(Records from a data collection)
_ _ _ _
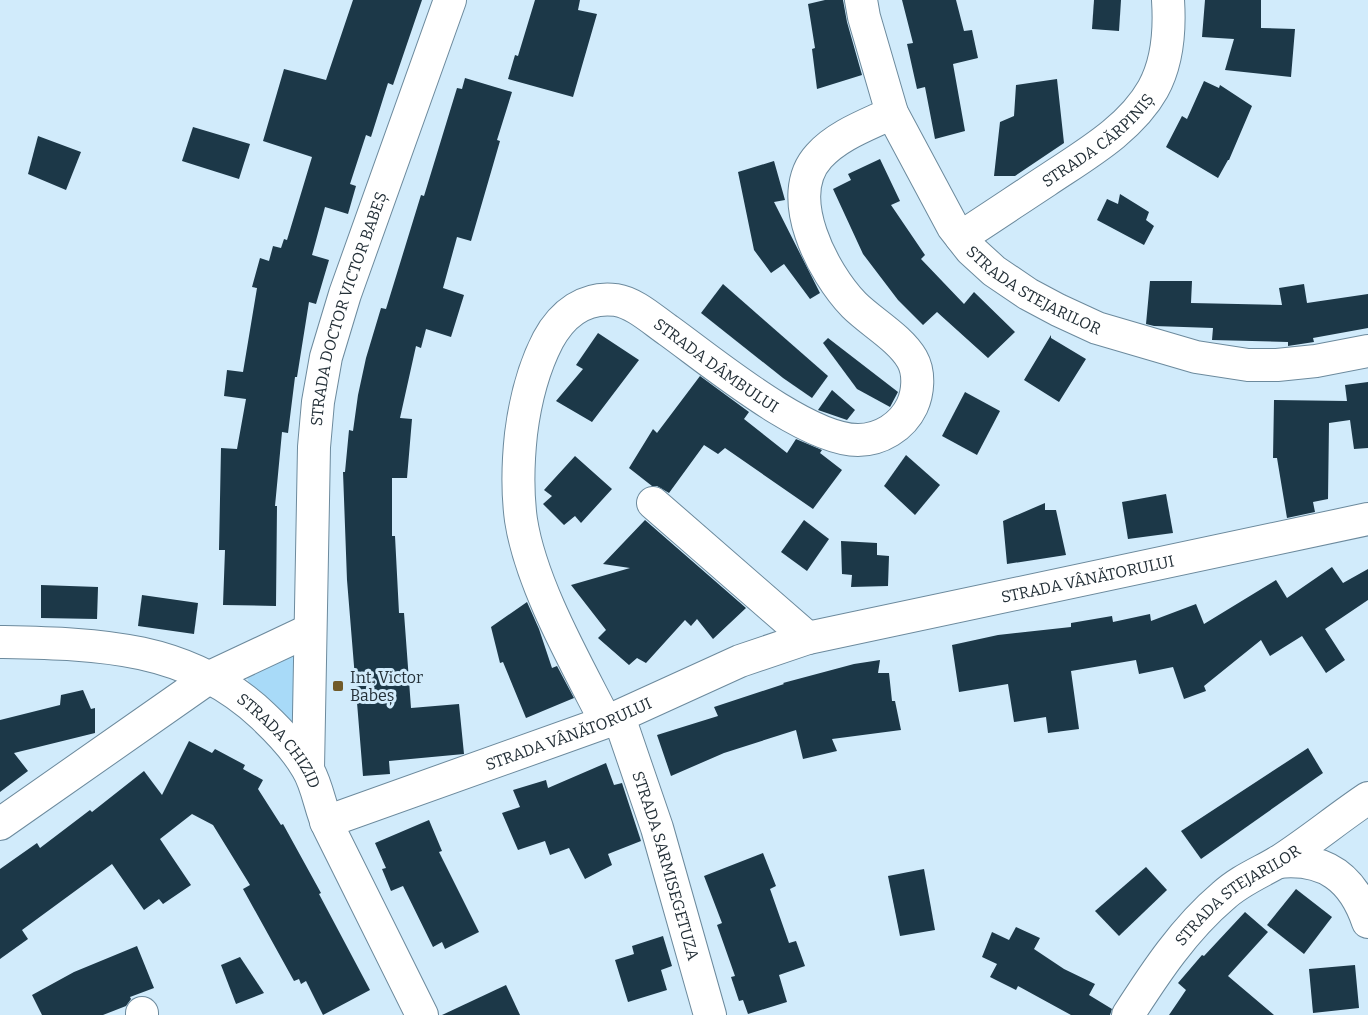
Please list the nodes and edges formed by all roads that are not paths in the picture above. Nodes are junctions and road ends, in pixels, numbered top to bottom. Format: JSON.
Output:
{"nodes":[{"id":1,"x":450,"y":0,"type":"edge"},
{"id":2,"x":861,"y":0,"type":"edge"},
{"id":3,"x":1168,"y":0,"type":"edge"},
{"id":4,"x":892,"y":113,"type":"junction"},
{"id":5,"x":961,"y":237,"type":"junction"},
{"id":6,"x":1368,"y":351,"type":"edge"},
{"id":7,"x":653,"y":502,"type":"dead end"},
{"id":8,"x":1368,"y":519,"type":"edge"},
{"id":9,"x":310,"y":630,"type":"junction"},
{"id":10,"x":808,"y":638,"type":"junction"},
{"id":11,"x":0,"y":642,"type":"edge"},
{"id":12,"x":210,"y":677,"type":"junction"},
{"id":13,"x":612,"y":720,"type":"junction"},
{"id":14,"x":308,"y":769,"type":"junction"},
{"id":15,"x":1368,"y":798,"type":"edge"},
{"id":16,"x":326,"y":822,"type":"junction"},
{"id":17,"x":0,"y":824,"type":"edge"},
{"id":18,"x":1278,"y":862,"type":"junction"},
{"id":19,"x":1368,"y":922,"type":"edge"},
{"id":20,"x":422,"y":1015,"type":"edge"},
{"id":21,"x":710,"y":1015,"type":"edge"},
{"id":22,"x":1128,"y":1015,"type":"edge"}],
"edges":[{"from":1,"to":9,"type":"street","name":"STRADA DOCTOR VICTOR BABEȘ"},
{"from":2,"to":4,"type":"street","name":"STRADA STEJARILOR"},
{"from":3,"to":5,"type":"street","name":"STRADA CĂRPINIȘ"},
{"from":4,"to":5,"type":"street","name":"STRADA STEJARILOR"},
{"from":4,"to":13,"type":"street","name":"STRADA DÂMBULUI"},
{"from":5,"to":6,"type":"street","name":"STRADA STEJARILOR"},
{"from":7,"to":10,"type":"street"},
{"from":8,"to":10,"type":"street","name":"STRADA VÂNĂTORULUI"},
{"from":9,"to":12,"type":"street"},
{"from":9,"to":14,"type":"street","name":"STRADA DOCTOR VICTOR BABEȘ"},
{"from":10,"to":13,"type":"street","name":"STRADA VÂNĂTORULUI"},
{"from":11,"to":12,"type":"street","name":"STRADA CHIZID"},
{"from":12,"to":14,"type":"street","name":"STRADA CHIZID"},
{"from":12,"to":17,"type":"street"},
{"from":13,"to":16,"type":"street","name":"STRADA VÂNĂTORULUI"},
{"from":13,"to":21,"type":"street","name":"STRADA SARMISEGETUZA"},
{"from":14,"to":16,"type":"street","name":"STRADA CHIZID"},
{"from":15,"to":18,"type":"street","name":"STRADA STEJARILOR"},
{"from":16,"to":20,"type":"street","name":"STRADA CHIZID"},
{"from":18,"to":19,"type":"street"},
{"from":18,"to":22,"type":"street","name":"STRADA STEJARILOR"}]}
_ _ _ _
• [WHAT YOU NEED TO DO]:
Could you repeat all of the entries exactly, without any of the images?

• [EXERCISE RESPONSE]:
Please list the nodes and edges formed by all roads that are not paths in the picture above. Nodes are junctions and road ends, in pixels, numbered top to bottom. Format: JSON.
Output:
{"nodes":[{"id":1,"x":450,"y":0,"type":"edge"},
{"id":2,"x":861,"y":0,"type":"edge"},
{"id":3,"x":1168,"y":0,"type":"edge"},
{"id":4,"x":892,"y":113,"type":"junction"},
{"id":5,"x":961,"y":237,"type":"junction"},
{"id":6,"x":1368,"y":351,"type":"edge"},
{"id":7,"x":653,"y":502,"type":"dead end"},
{"id":8,"x":1368,"y":519,"type":"edge"},
{"id":9,"x":310,"y":630,"type":"junction"},
{"id":10,"x":808,"y":638,"type":"junction"},
{"id":11,"x":0,"y":642,"type":"edge"},
{"id":12,"x":210,"y":677,"type":"junction"},
{"id":13,"x":612,"y":720,"type":"junction"},
{"id":14,"x":308,"y":769,"type":"junction"},
{"id":15,"x":1368,"y":798,"type":"edge"},
{"id":16,"x":326,"y":822,"type":"junction"},
{"id":17,"x":0,"y":824,"type":"edge"},
{"id":18,"x":1278,"y":862,"type":"junction"},
{"id":19,"x":1368,"y":922,"type":"edge"},
{"id":20,"x":422,"y":1015,"type":"edge"},
{"id":21,"x":710,"y":1015,"type":"edge"},
{"id":22,"x":1128,"y":1015,"type":"edge"}],
"edges":[{"from":1,"to":9,"type":"street","name":"STRADA DOCTOR VICTOR BABEȘ"},
{"from":2,"to":4,"type":"street","name":"STRADA STEJARILOR"},
{"from":3,"to":5,"type":"street","name":"STRADA CĂRPINIȘ"},
{"from":4,"to":5,"type":"street","name":"STRADA STEJARILOR"},
{"from":4,"to":13,"type":"street","name":"STRADA DÂMBULUI"},
{"from":5,"to":6,"type":"street","name":"STRADA STEJARILOR"},
{"from":7,"to":10,"type":"street"},
{"from":8,"to":10,"type":"street","name":"STRADA VÂNĂTORULUI"},
{"from":9,"to":12,"type":"street"},
{"from":9,"to":14,"type":"street","name":"STRADA DOCTOR VICTOR BABEȘ"},
{"from":10,"to":13,"type":"street","name":"STRADA VÂNĂTORULUI"},
{"from":11,"to":12,"type":"street","name":"STRADA CHIZID"},
{"from":12,"to":14,"type":"street","name":"STRADA CHIZID"},
{"from":12,"to":17,"type":"street"},
{"from":13,"to":16,"type":"street","name":"STRADA VÂNĂTORULUI"},
{"from":13,"to":21,"type":"street","name":"STRADA SARMISEGETUZA"},
{"from":14,"to":16,"type":"street","name":"STRADA CHIZID"},
{"from":15,"to":18,"type":"street","name":"STRADA STEJARILOR"},
{"from":16,"to":20,"type":"street","name":"STRADA CHIZID"},
{"from":18,"to":19,"type":"street"},
{"from":18,"to":22,"type":"street","name":"STRADA STEJARILOR"}]}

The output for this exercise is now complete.